ハイライト
- シクロスポリンは、静脈内投与後、重症ステロイド難治性潰瘍性大腸炎の成人患者の88%で臨床反応を、約24%で寛解を誘導します。
- 経口シクロスポリンは、約40%の患者で寛解を維持します。併用免疫調整療法は寛解率を大幅に向上させます。
- シクロスポリンによる反応者は、半数以上が大腸切除を回避しますが、14年間で大腸切除を回避した生存率は徐々に低下します。

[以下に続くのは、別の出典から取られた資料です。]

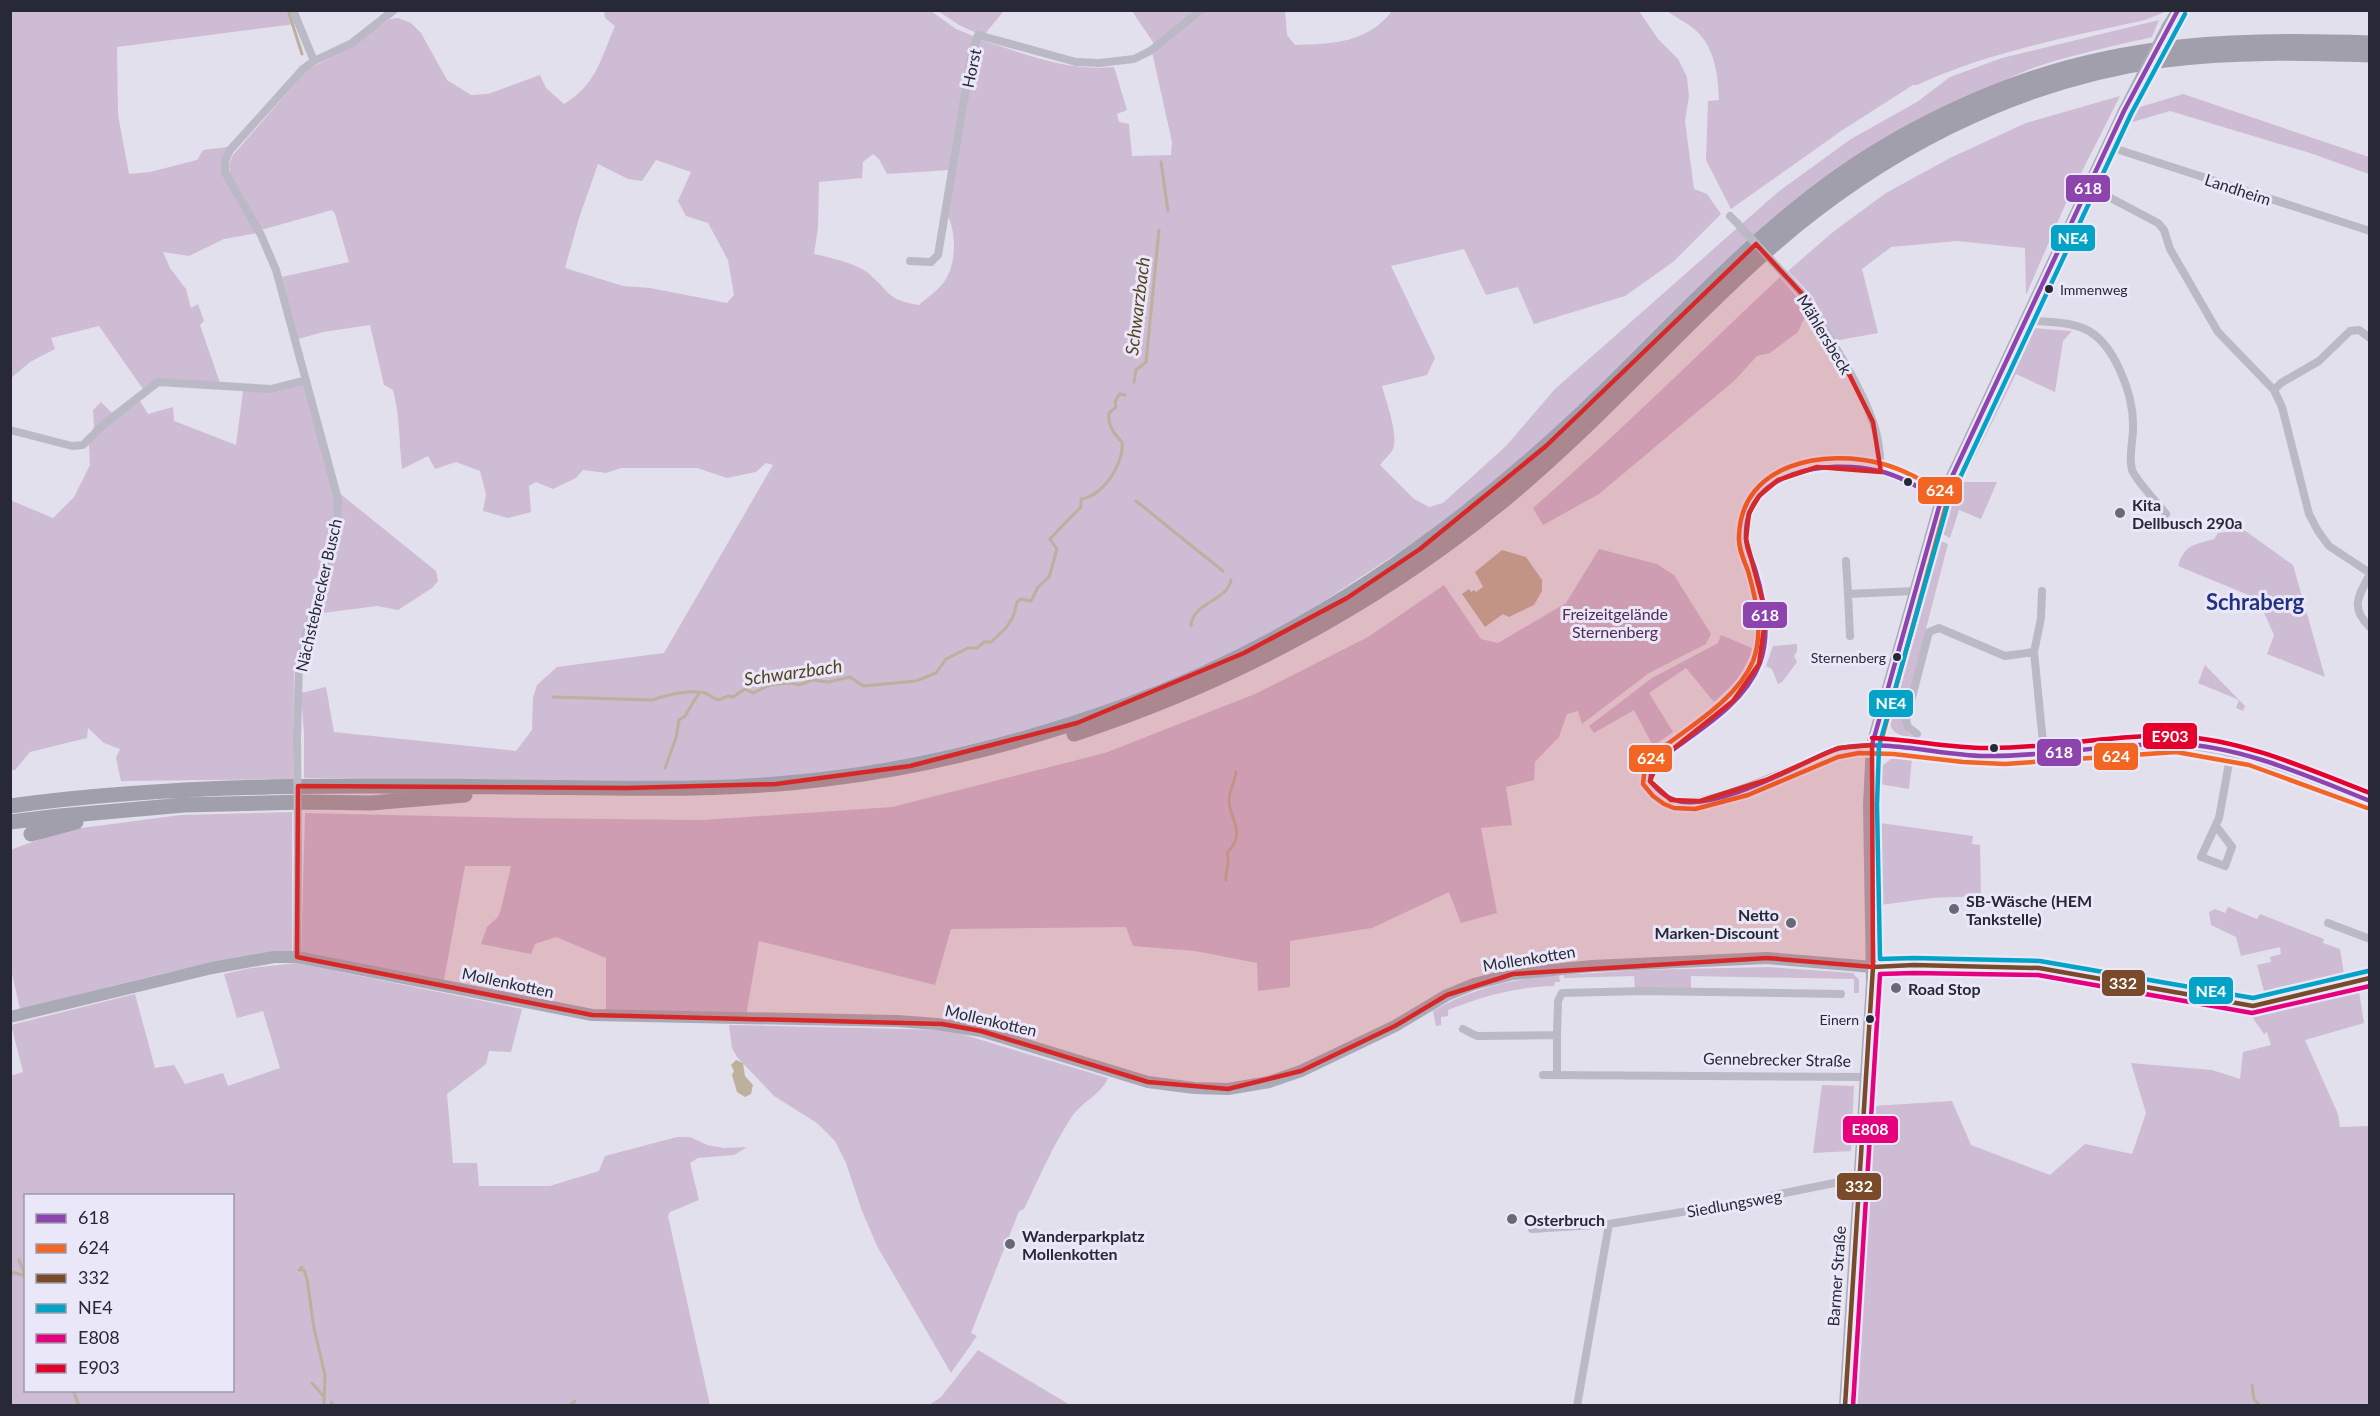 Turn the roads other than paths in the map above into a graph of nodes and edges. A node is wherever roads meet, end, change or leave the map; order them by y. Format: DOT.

- 過半数の患者で副作用が発生し、特に治療開始時に低アルブミン血症のある患者では頻度が高いです。
研究背景と疾患負荷
潰瘍性大腸炎(UC)は、慢性炎症性腸疾患で、大腸の粘膜炎症を特徴とし、しばしば衰弱する症状を引き起こし、生活の質に大きく影響します。ステロイドは中等度から重度の急性増悪の最初の治療選択肢ですが、一部の患者はステロイド難治性UCを発症し、高リスクの大腸切除などの不良な臨床結果と関連します。生物学的製剤は追加の選択肢を提供しますが、コルチコステロイドに失敗した患者に対する効果的な救済療法の未充足ニーズが依然として存在します。シクロスポリンは、強力な免疫抑制作用を持つカルシニューリン阻害薬であり、重症ステロイド難治性UCの救済治療として検討されていますが、長期的な有効性と安全性データは限られています。
研究デザイン
この後ろ向きコホート研究には、2001年1月から2024年2月までに重症ステロイド難治性潰瘍性大腸炎と診断された92人の成人患者(平均年齢55歳、男性54.4%)が含まれました。すべての患者は最初に静脈内メチルプレドニゾロン(1 mg/kg/日、3~7日間)を受けました。反応しなかった患者は、その後、静脈内シクロスポリン(中央値3 mg/kg/日、5~7日間)を二次または三次救済療法として受けました。疾患活動性は、メイヨー内視鏡サブスコアと部分メイヨースコア(pMayo)を使用して評価されました。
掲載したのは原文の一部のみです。